Already on GitHub? Sign in to your account

Segment layering/blending #4550

Open
blazoncek opened this issue Feb 13, 2025 · 7 comments
Open

Segment layering/blending #4550

blazoncek opened this issue Feb 13, 2025 · 7 comments

Comments

@blazoncek
Copy link
Collaborator

With 0.14 we've got proper blending of color and palettes across all segments, 0.15 improved on that and allowed effects to be blended as well.

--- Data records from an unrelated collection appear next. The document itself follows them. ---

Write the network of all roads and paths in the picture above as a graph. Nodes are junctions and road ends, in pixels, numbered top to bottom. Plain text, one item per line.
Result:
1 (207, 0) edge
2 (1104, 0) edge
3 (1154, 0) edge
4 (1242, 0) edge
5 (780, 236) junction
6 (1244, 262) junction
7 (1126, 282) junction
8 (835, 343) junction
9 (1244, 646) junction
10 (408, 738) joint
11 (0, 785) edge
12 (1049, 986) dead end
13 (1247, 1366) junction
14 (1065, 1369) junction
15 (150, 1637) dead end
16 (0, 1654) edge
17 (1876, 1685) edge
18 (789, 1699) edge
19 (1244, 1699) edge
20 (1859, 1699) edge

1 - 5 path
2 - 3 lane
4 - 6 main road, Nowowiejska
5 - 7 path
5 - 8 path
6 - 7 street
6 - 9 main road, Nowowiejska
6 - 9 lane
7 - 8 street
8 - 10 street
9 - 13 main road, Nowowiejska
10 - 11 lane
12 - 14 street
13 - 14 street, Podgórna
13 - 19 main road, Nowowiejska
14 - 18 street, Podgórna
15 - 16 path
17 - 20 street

Recent blending styles (#4158) introduced effect transitions with different styles.

What is missing IMO is correct segment blending/layering with different blending modes known to Photoshop users, i.e. lighten, darken, multiply, add, subtract, difference, etc.

I've recently come across a snippet that I find useful and relatively simple to implement in WLED. Unfortunately it would require re-implementation of pixel drawing functions.

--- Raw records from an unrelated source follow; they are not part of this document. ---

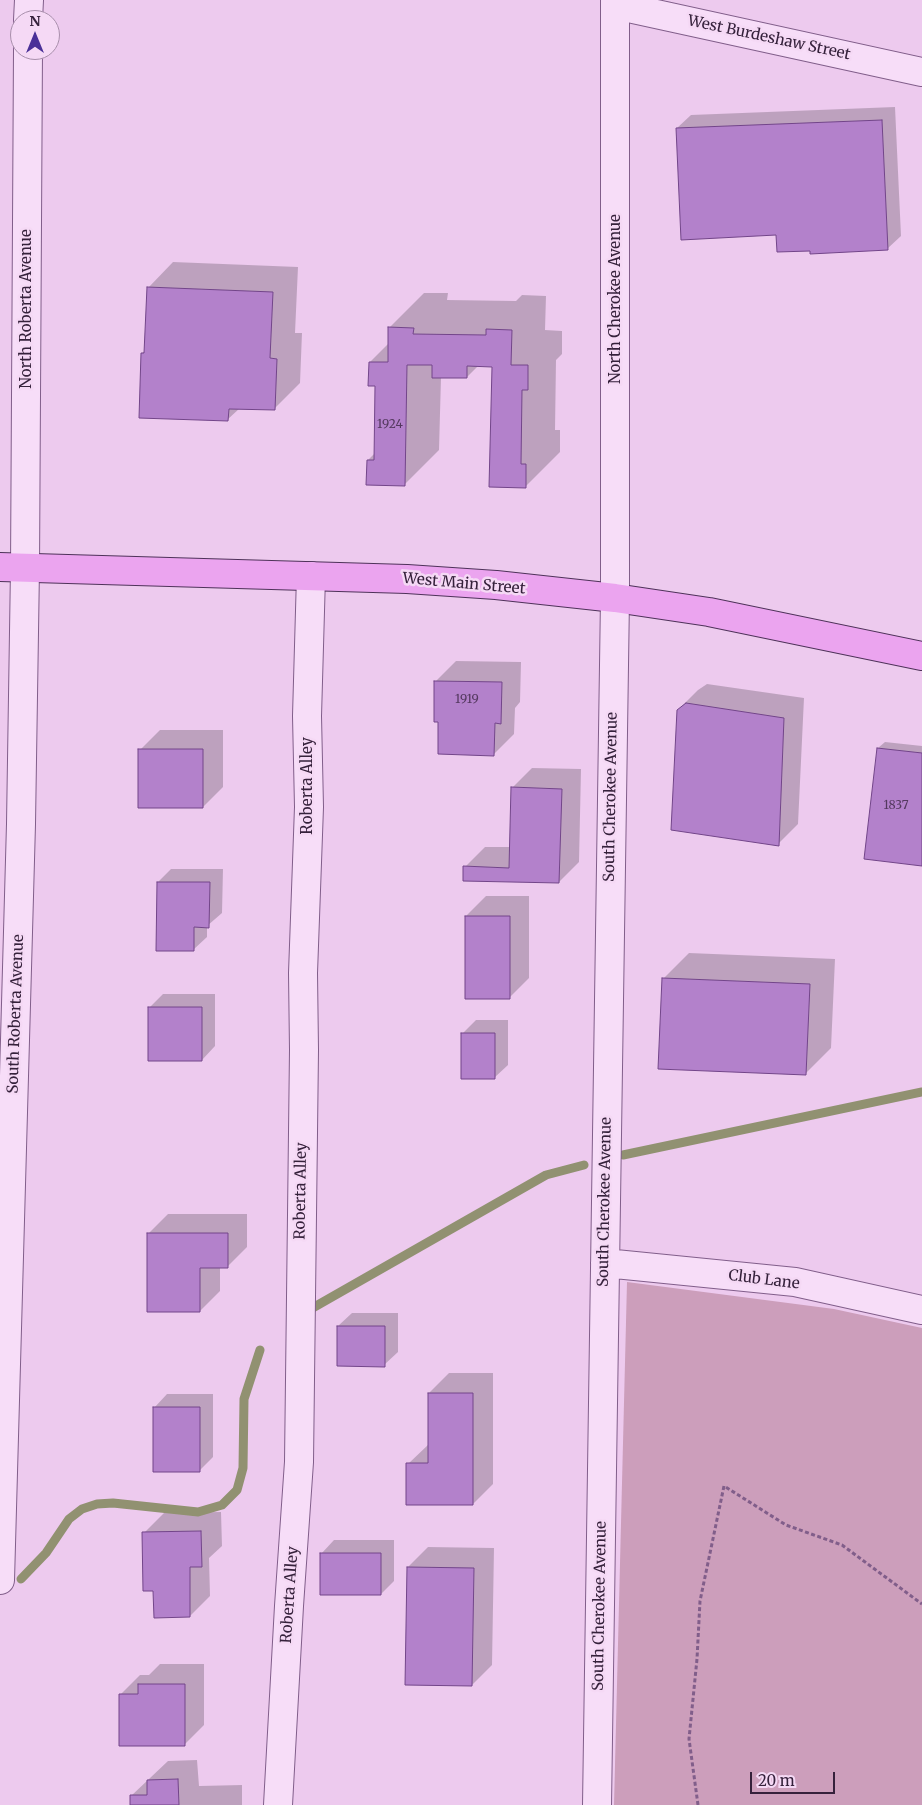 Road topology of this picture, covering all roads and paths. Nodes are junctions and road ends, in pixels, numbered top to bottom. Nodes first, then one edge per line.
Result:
1 (615, 2) edge
2 (28, 60) edge
3 (922, 72) edge
4 (12, 568) edge
5 (311, 576) junction
6 (614, 598) junction
7 (922, 656) edge
8 (605, 1263) junction
9 (922, 1310) edge
10 (0, 1580) edge
11 (922, 1604) edge
12 (278, 1805) edge
13 (597, 1805) edge
14 (698, 1805) edge

1 - 3 street, West Burdeshaw Street
1 - 6 street, North Cherokee Avenue
2 - 4 street, North Roberta Avenue
4 - 5 main road, West Main Street
4 - 10 street, South Roberta Avenue
5 - 6 main road, West Main Street
5 - 12 street, Roberta Alley
6 - 7 main road, West Main Street
6 - 8 street, South Cherokee Avenue
8 - 9 street, Club Lane
8 - 13 street, South Cherokee Avenue
11 - 14 path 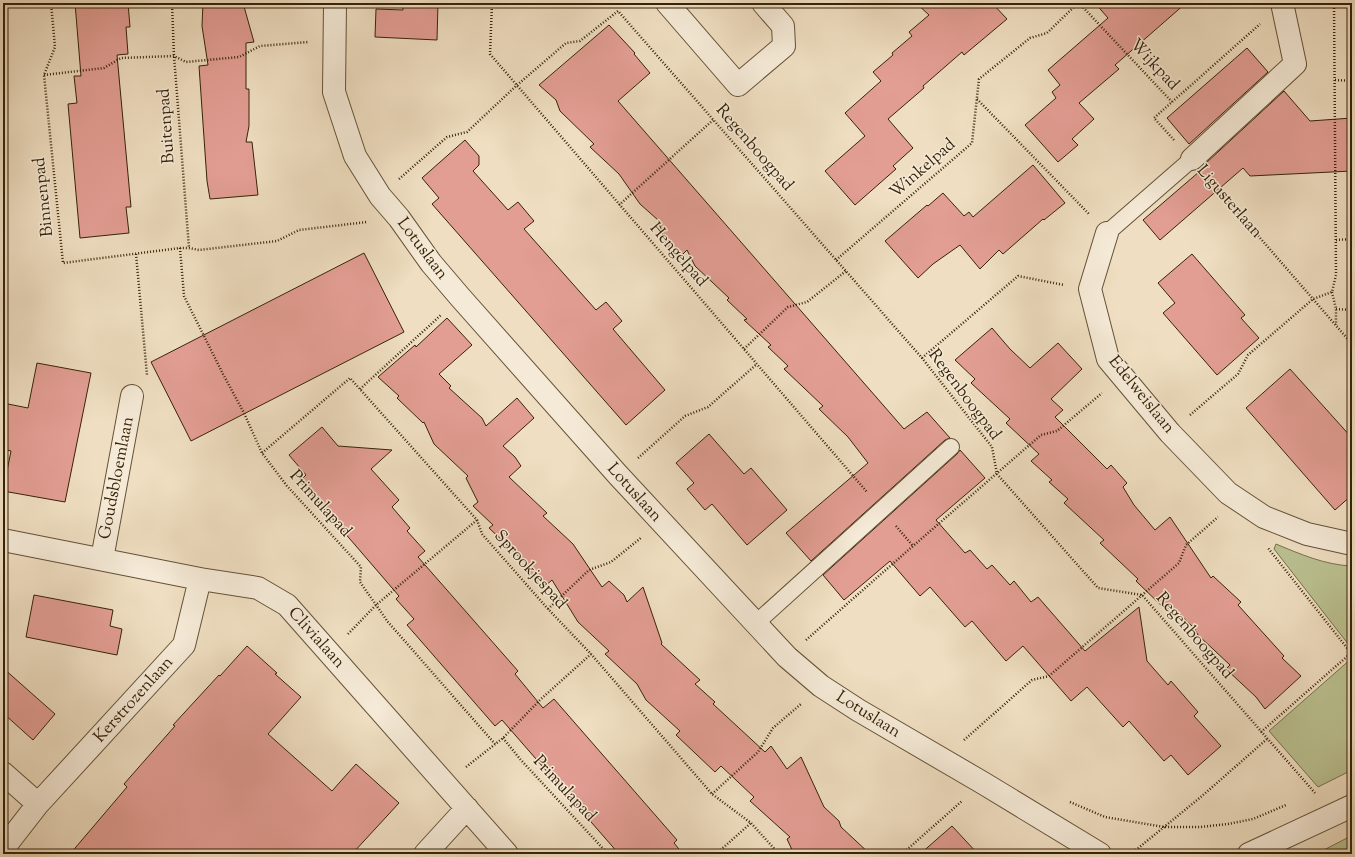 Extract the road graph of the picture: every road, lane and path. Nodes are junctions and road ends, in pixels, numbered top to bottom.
1 (51, 3) edge
2 (172, 3) edge
3 (335, 3) edge
4 (492, 3) edge
5 (667, 3) edge
6 (763, 3) edge
7 (1078, 3) edge
8 (1334, 3) edge
9 (1282, 4) edge
10 (334, 39) junction
11 (174, 56) junction
12 (44, 75) junction
13 (1335, 80) junction
14 (1352, 80) edge
15 (516, 86) junction
16 (977, 99) junction
17 (1172, 102) junction
18 (713, 120) junction
19 (1192, 159) junction
20 (380, 196) junction
21 (619, 205) junction
22 (399, 218) junction
23 (1107, 233) junction
24 (1352, 239) edge
25 (1336, 240) junction
26 (180, 248) junction
27 (189, 248) junction
28 (136, 254) junction
29 (836, 260) junction
30 (846, 271) junction
31 (1090, 289) junction
32 (1332, 292) junction
33 (460, 297) junction
34 (1313, 299) junction
35 (1336, 309) junction
36 (1352, 310) edge
37 (1336, 325) junction
38 (1352, 344) edge
39 (744, 349) junction
40 (922, 358) junction
41 (756, 364) junction
42 (1122, 376) junction
43 (360, 388) junction
44 (132, 396) joint
45 (1170, 433) junction
46 (951, 447) dead end
47 (262, 453) junction
48 (997, 474) junction
49 (618, 475) junction
50 (1238, 500) junction
51 (882, 510) junction
52 (477, 520) junction
53 (661, 522) junction
54 (1276, 522) junction
55 (3, 540) edge
56 (1352, 544) edge
57 (102, 559) junction
58 (200, 579) junction
59 (1142, 595) junction
60 (376, 605) junction
61 (548, 609) junction
62 (755, 624) junction
63 (330, 653) junction
64 (591, 654) junction
65 (787, 657) junction
66 (821, 686) junction
67 (1261, 732) junction
68 (503, 738) junction
69 (1267, 739) junction
70 (495, 744) junction
71 (942, 760) junction
72 (3, 773) edge
73 (983, 782) junction
74 (445, 783) junction
75 (712, 794) junction
76 (1070, 802) dead end
77 (38, 804) junction
78 (1287, 805) dead end
79 (1350, 807) edge
80 (467, 808) junction
81 (752, 823) junction
82 (1164, 827) junction
83 (3, 849) edge
84 (425, 854) edge
85 (507, 854) edge
86 (608, 854) edge
87 (716, 854) edge
88 (779, 854) edge
89 (902, 854) edge
90 (1100, 854) edge
91 (1131, 854) edge
92 (1249, 854) edge

1 - 12 path, Binnenpad
2 - 11 path, Buitenpad
3 - 10 street, Lotuslaan
4 - 15 path, Hengelpad
5 - 6 street
7 - 16 path, Winkelpad
7 - 17 path, Wijkpad
8 - 13 path
9 - 17 path
9 - 19 street, Ligusterlaan
10 - 11 path
10 - 20 street, Lotuslaan
11 - 12 path
11 - 27 path, Buitenpad
12 - 28 path, Binnenpad
13 - 14 path
13 - 25 path
15 - 18 path, Regenboogpad
15 - 20 path
15 - 21 path, Hengelpad
16 - 23 path
16 - 29 path, Winkelpad
17 - 19 path, Wijkpad
18 - 21 path
18 - 29 path, Regenboogpad
19 - 23 lane
19 - 34 path, Ligusterlaan
20 - 22 street, Lotuslaan
21 - 39 path, Hengelpad
22 - 27 path, Binnenpad
22 - 33 street, Lotuslaan
23 - 31 street
24 - 25 path
25 - 32 path
26 - 27 path, Binnenpad
26 - 28 path, Binnenpad
26 - 47 path, Primulapad
28 - 44 path
29 - 30 path, Regenboogpad
30 - 39 path
30 - 40 path, Regenboogpad
31 - 40 path
31 - 42 street, Edelweislaan
32 - 34 path
32 - 35 path
33 - 43 path
33 - 49 street, Lotuslaan
34 - 37 path, Ligusterlaan
34 - 45 path
35 - 36 path
35 - 37 path
37 - 38 path, Ligusterlaan
39 - 41 path, Hengelpad
40 - 48 path, Regenboogpad
41 - 49 path
41 - 51 path, Hengelpad
42 - 45 street, Edelweislaan
42 - 48 path
43 - 47 path, Sprookjespad
43 - 52 path, Sprookjespad
44 - 57 street, Goudsbloemlaan
45 - 50 street, Edelweislaan
46 - 51 lane
47 - 60 path, Primulapad
48 - 59 path, Regenboogpad
48 - 65 path
49 - 53 street, Lotuslaan
50 - 54 street, Edelweislaan
50 - 59 path
51 - 62 lane
52 - 60 path
52 - 61 path, Sprookjespad
53 - 61 path
53 - 62 street, Lotuslaan
54 - 56 street, Edelweislaan
54 - 67 path
55 - 57 street, Clivialaan
57 - 58 street, Clivialaan
58 - 63 street, Clivialaan
58 - 77 street, Kerstrozenlaan
59 - 67 path, Regenboogpad
59 - 71 path
60 - 63 path
60 - 70 path, Primulapad
61 - 64 path, Sprookjespad
62 - 65 street, Lotuslaan
63 - 74 street, Clivialaan
64 - 68 path
64 - 75 path, Sprookjespad
65 - 66 street, Lotuslaan
66 - 71 street, Lotuslaan
66 - 75 path
67 - 69 path, Regenboogpad
68 - 70 path
68 - 86 path, Primulapad
69 - 79 path, Regenboogpad
69 - 82 path
70 - 74 path
71 - 73 street, Lotuslaan
72 - 77 street
73 - 89 path
73 - 90 street, Lotuslaan
74 - 80 street, Clivialaan
75 - 81 path, Sprookjespad
76 - 82 path
77 - 83 street, Kerstrozenlaan
78 - 82 path
79 - 92 street
80 - 84 street
80 - 85 street, Clivialaan
81 - 87 path
81 - 88 path, Sprookjespad
82 - 91 path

Let's first see the code and then discuss the nuances:

void WS2812FX::blendSegments(const Segment &top, const Segment &bottom) {
  constexpr auto top        = [](uint8_t a, uint8_t b){ return a; };
  constexpr auto bottom     = [](uint8_t a, uint8_t b){ return b; };
  constexpr auto add        = [](uint8_t a, uint8_t b){ return a + b; };
  constexpr auto subtract   = [](uint8_t a, uint8_t b){ return b > a ? (b - a) : 0; };
  constexpr auto difference = [](uint8_t a, uint8_t b){ return b > a ? (b - a) : (a - b); };
  constexpr auto average    = [](uint8_t a, uint8_t b){ return (a + b) >> 1; };
  constexpr auto multiply   = [](uint8_t a, uint8_t b){ return a * b; };
  constexpr auto divide     = [](uint8_t a, uint8_t b){ return b != 0 ? a / b : 0; };
  constexpr auto lighten    = [](uint8_t a, uint8_t b){ return a>b ? a : b; };
  constexpr auto darken     = [](uint8_t a, uint8_t b){ return a<b ? a : b; };
  constexpr auto screen     = [](uint8_t a, uint8_t b){ return uint8_t(0xFF - ~a * ~b); }; // 255 - (255-a)*(255-b)
  constexpr auto overlay    = [](uint8_t a, uint8_t b){ return uint8_t(a<0x80 ? 2*a*b : (0xFF - 2 * ~a * ~b)); };

  using FuncType = uint8_t(*)(uint8_t, uint8_t);
  FuncType funcs[] = {
    top, bottom, add, subtract, difference, average, multiply, divide, lighten, darken, screen, overlay
  };

  const uint8_t blendMode = top.blendMode;
  auto func = funcs[blendMode % (sizeof(funcs) / sizeof(FuncType))];

  for (auto i = 0; i<top.length(); i++) {
    uint32_t c_a = top.getPixelColor(i);
    uint32_t c_b = bottom.getPixelColor(i);
    auto r_a = R(c_a);
    auto g_a = G(c_a);
    auto b_a = B(c_a);
    auto w_a = W(c_a);
    auto r_b = R(c_b);
    auto g_b = G(c_b);
    auto b_b = B(c_b);
    auto w_b = W(c_b);
    pixels[i] = RGBW32(func(r_a,r_b), func(g_a,g_b), func(b_a,b_b), func(w_a,w_b));
  }
}

This assumes that Segment::getPixelColor() returns unmodified value set by Segment::setPixelColor() during effect execution. To achieve that, each segment must maintain its own pixel drawing buffer (also known in the past as setUpLeds())
Next it also assumes WS2812FX instance will maintain its entire canvas buffer (called pixels[]; similar to global buffer).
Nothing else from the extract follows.